Des députés favorables aux « conventions citoyennes » veulent, sous prétexte de démocratie, mettre sous tutelle le suffrage universel, expression de la souveraineté du peuple.
Tel le fameux serpent de mer, c’est de façon périodique que nous voyons resurgir l’appel aux fameuses « conventions citoyennes » formées de personnes tirées au sort et encadrées par des experts, se présentant comme porte-parole du peuple. Pour leurs promoteurs, c’est une révolution démocratique ; en fait, c’est une habileté pour mobiliser les citoyens sans toucher au pouvoir politique réel, voire même pour effacer toute souveraineté populaire.
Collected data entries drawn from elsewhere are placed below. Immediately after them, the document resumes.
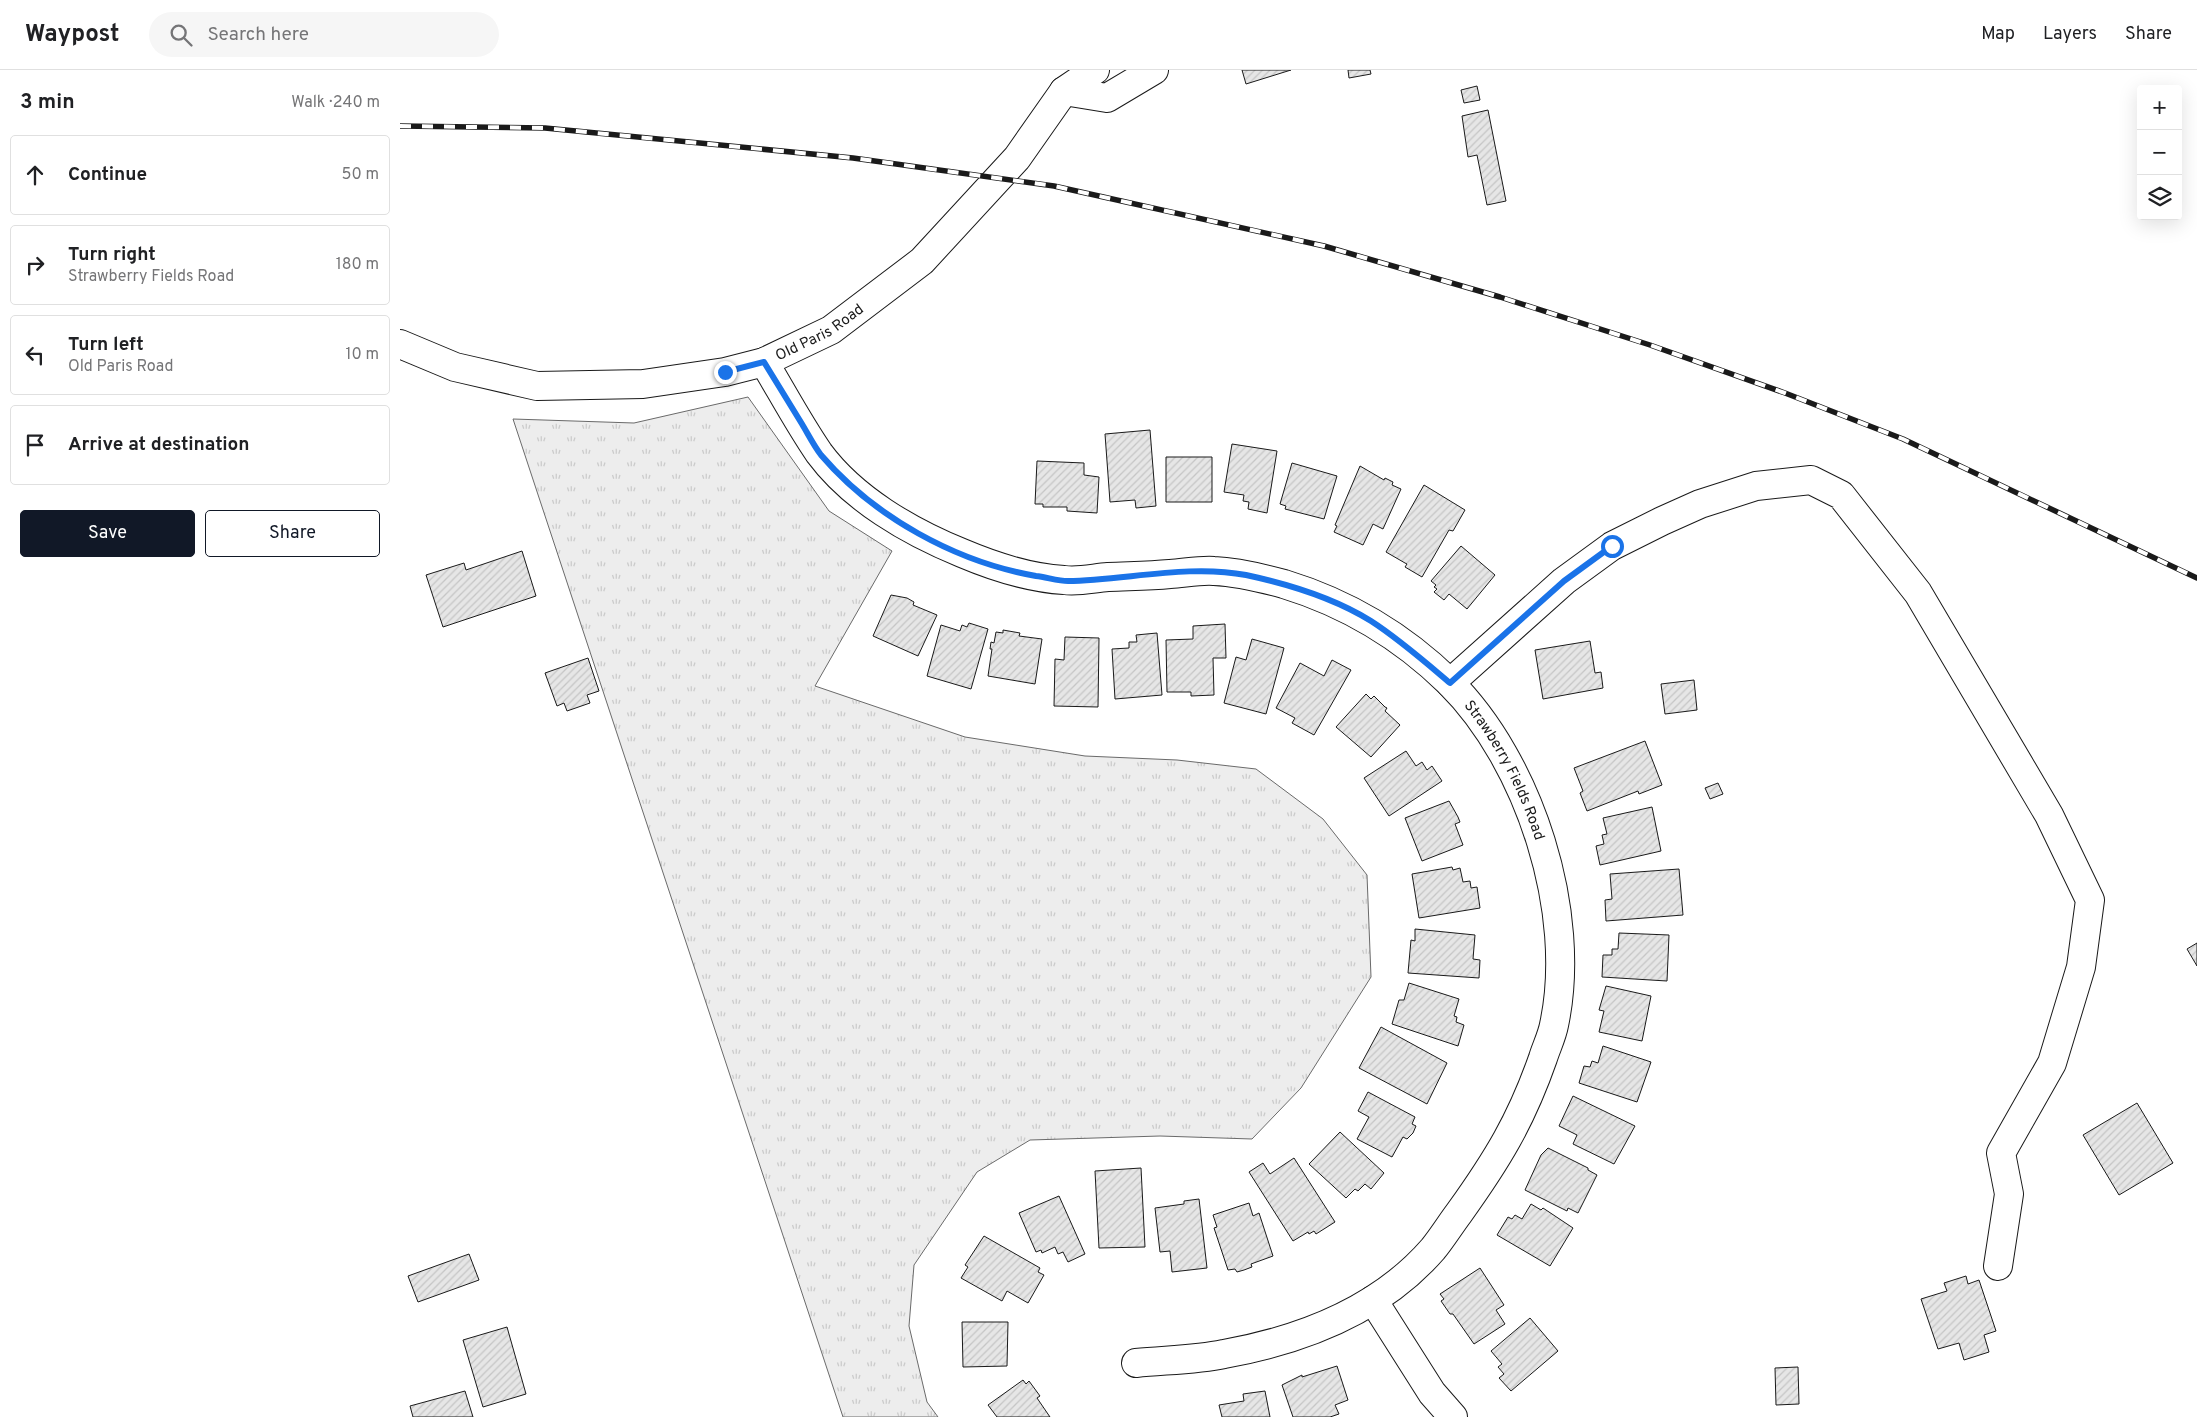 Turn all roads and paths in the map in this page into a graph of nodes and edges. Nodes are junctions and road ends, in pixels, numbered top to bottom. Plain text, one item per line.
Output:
1 (1095, 70) edge
2 (1154, 70) edge
3 (1065, 77) edge
4 (400, 344) edge
5 (764, 362) junction
6 (1450, 683) junction
7 (1998, 1266) dead end
8 (1373, 1300) junction
9 (1136, 1363) dead end
10 (1453, 1417) edge

1 - 3 street, Old Paris Road
2 - 3 street
3 - 5 street, Old Paris Road
4 - 5 street, Old Paris Road
5 - 6 street, Strawberry Fields Road
6 - 7 street
6 - 8 street, Strawberry Fields Road
8 - 9 street, Strawberry Fields Road
8 - 10 street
A l’origine, cette proposition était particulièrement portée par des experts qui -par hasard peut-être- se voyaient animateurs de ces conventions. L’un d’entre eux ne déclarait-il pas naïvement qu’il était frappé par le fait qu’à l’issue des débats, les tirés au sort se trouvaient, pour l’essentiel, en accord avec les experts ?
A propos des députés
Le 15 janvier 2025, ce sont donc des élus qui se sont déclarés porteurs de cet objectif, en l’occurrence 11 députés membres de 5 groupes parlementaires. Ils demandent rien de moins que la constitutionalisation de ces conventions dites citoyennes. Un colloque doit d’ailleurs être organisé sur ce sujet, colloque qui semble essentiellement rassembler des partisans du projet. Il est vrai que l’esprit critique n’est pas, de nos jours, la chose du monde la mieux partagée.
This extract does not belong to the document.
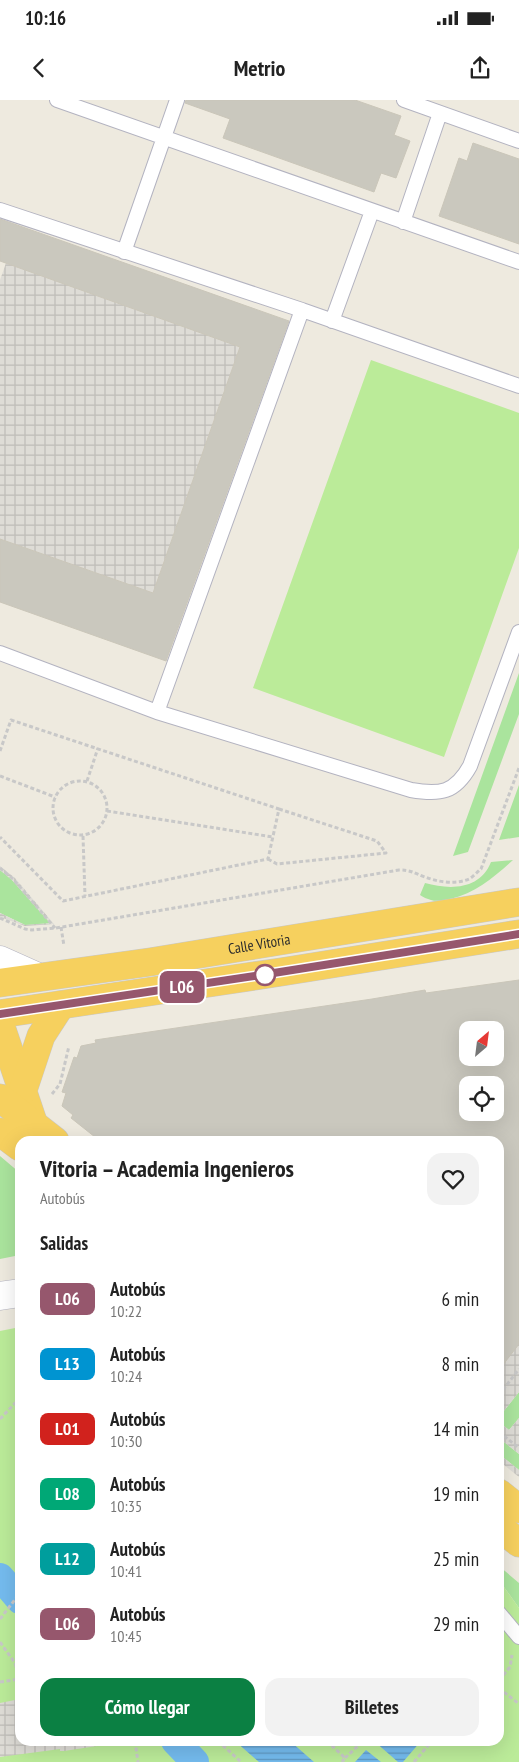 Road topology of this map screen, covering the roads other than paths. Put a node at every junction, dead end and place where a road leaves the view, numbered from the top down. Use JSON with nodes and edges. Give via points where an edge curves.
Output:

Que des députés s’inquiètent du déclin de la démocratie est en soi plutôt une bonne chose. Nous les avons souvent appelé à plus de distance par rapport au système et à participer au renouvellement de la vie démocratique. En effet, le système dit représentatif génère de moins en moins de véritables représentants. Voir des députés aider à la création d’assemblées communales de citoyens pour la reconstruction de la vie démocratique est une bonne chose, entendre des députés contester des lois visiblement contraires à la volonté du peuple (par exemple la loi retraites) serait infiniment souhaitable, mais on ne peut accepter l’idée que des députés souhaitent inscrire dans la Constitution la légitimité de conventions sans rapport avec le suffrage universel. Car, ce faisant, ils remettent en cause les principes républicains de citoyenneté et d’égalité des citoyens et créent un conflit de légitimité. En effet, pour les promoteurs des Conventions, leur résultat est présenté comme le « bon » résultat, sous les apparences de la froide objectivité. Le parlement qui s’en saisit ensuite est ainsi sommé de le suivre : il est tancé s’il ne le fait pas. Il s’agit donc en réalité de mener les citoyens comme un troupeau d’enfants à qui il faut montrer le droit chemin[i].
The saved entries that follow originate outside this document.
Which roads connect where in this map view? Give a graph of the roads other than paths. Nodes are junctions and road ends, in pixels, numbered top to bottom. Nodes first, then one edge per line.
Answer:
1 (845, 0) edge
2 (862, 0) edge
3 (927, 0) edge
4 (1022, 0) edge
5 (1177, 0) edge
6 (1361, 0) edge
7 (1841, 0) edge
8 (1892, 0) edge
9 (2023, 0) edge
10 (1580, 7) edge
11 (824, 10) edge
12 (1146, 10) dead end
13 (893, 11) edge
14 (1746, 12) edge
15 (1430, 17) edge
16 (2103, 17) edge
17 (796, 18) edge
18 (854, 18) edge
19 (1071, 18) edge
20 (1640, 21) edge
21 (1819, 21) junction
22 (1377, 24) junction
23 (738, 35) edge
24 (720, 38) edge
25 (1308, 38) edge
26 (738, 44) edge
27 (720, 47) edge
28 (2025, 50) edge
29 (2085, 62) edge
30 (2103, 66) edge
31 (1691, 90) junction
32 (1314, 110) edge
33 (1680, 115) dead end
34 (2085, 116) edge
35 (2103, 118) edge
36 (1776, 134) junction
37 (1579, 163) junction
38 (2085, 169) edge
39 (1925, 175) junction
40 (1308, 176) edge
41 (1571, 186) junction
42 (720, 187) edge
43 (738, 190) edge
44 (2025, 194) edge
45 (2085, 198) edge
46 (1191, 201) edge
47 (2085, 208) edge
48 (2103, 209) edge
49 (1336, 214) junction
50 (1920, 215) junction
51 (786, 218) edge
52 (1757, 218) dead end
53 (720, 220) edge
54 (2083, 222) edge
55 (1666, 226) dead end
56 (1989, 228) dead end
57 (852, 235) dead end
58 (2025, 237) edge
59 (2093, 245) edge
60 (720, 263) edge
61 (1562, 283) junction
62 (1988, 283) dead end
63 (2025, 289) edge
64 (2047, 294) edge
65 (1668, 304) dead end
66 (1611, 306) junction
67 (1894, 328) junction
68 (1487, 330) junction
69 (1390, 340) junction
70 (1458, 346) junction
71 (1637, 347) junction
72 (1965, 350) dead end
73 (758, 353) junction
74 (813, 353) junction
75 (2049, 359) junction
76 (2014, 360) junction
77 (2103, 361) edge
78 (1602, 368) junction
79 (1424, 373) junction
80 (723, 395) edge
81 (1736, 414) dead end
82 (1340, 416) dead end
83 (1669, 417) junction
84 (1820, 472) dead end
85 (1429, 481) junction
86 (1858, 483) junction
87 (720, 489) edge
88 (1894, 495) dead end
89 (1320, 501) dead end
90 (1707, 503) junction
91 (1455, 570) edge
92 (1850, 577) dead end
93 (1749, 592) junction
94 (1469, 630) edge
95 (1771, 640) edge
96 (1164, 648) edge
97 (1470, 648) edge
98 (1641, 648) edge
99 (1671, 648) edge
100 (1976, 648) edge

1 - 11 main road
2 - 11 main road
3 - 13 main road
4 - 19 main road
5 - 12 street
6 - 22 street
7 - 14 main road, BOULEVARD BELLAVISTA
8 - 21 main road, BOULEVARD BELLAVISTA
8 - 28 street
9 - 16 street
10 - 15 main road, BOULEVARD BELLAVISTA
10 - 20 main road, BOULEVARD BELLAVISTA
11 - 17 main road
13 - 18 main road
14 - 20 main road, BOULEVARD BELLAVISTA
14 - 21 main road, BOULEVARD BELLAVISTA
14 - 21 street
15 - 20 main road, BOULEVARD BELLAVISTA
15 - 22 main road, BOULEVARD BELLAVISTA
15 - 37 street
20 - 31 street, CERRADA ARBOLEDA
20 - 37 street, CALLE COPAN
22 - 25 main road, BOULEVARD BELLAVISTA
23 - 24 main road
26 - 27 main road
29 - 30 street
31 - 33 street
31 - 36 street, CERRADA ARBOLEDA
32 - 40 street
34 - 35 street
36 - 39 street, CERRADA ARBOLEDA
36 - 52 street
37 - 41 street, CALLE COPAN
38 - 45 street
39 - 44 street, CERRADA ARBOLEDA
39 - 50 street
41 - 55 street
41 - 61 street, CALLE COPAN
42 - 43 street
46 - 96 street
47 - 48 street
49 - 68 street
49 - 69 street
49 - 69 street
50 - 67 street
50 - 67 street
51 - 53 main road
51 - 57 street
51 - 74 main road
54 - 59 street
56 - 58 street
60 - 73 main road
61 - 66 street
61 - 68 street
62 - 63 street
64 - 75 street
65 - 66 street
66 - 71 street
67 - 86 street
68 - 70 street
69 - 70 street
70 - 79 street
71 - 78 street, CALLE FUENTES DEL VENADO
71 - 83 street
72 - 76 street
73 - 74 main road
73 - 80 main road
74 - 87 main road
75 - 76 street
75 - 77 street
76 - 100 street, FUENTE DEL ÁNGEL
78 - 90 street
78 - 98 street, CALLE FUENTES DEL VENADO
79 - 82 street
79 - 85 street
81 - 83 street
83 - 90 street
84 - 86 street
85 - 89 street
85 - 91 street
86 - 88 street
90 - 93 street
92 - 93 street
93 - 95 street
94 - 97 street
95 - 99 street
Peuvent-ils faire une proposition aussi grave touchant à la Constitution et même au suffrage universel sans revenir devant les électeurs ? Dans la profonde crise institutionnelle et démocratique aujourd’hui, quel est le sens d’un député ?
De la Constitution
Qu’il y ait besoin de repenser la Constitution, ce n’est pas nous qui demandons depuis longtemps l’élection d’une Constituante qui nous opposerons à cette perspective. Mais il ne saurait s’agir de créer une instance supplémentaire qui permettra peu ou prou, au prix de quelques retouches largement maitrisées par l’entre-soi douillet des « conventions », de maintenir les pouvoirs actuels, en particulier celui du Président de la République et celui des instances européennes. Il faut au contraire rappeler que la souveraineté appartient au peuple et que tout ce qui est constitutionnel doit donc donner lieu à référendum. Ce n’est pas un hasard si le Président de la République ou les instances européennes regardent d’un œil bienveillant les conventions citoyennes qui évitent de passer par la case peuple. La « Conférence sur l’avenir de l’Europe » convoquée en 2021 illustre à merveille ce mécanisme finalement très rassurant pour les pouvoirs en place[ii].
Du suffrage universel
Les campagnes en faveur du tirage au sort dans le choix des représentants du peuple (car que sont les tirés au sort sinon des représentants ?) sont conjuguées avec la progression du rôle des experts dans la vie publique. Et, bien évidemment, on ne compte plus le nombre d’ « experts » favorables aux « conventions citoyennes ». Il faut bien guider ce peuple d’ignorants et c’est pourquoi des campagnes se développent contre le suffrage universel. Que n’a-t-on pas entendu contre le vote Non des Français lors du référendum du 29 mai 2005 ?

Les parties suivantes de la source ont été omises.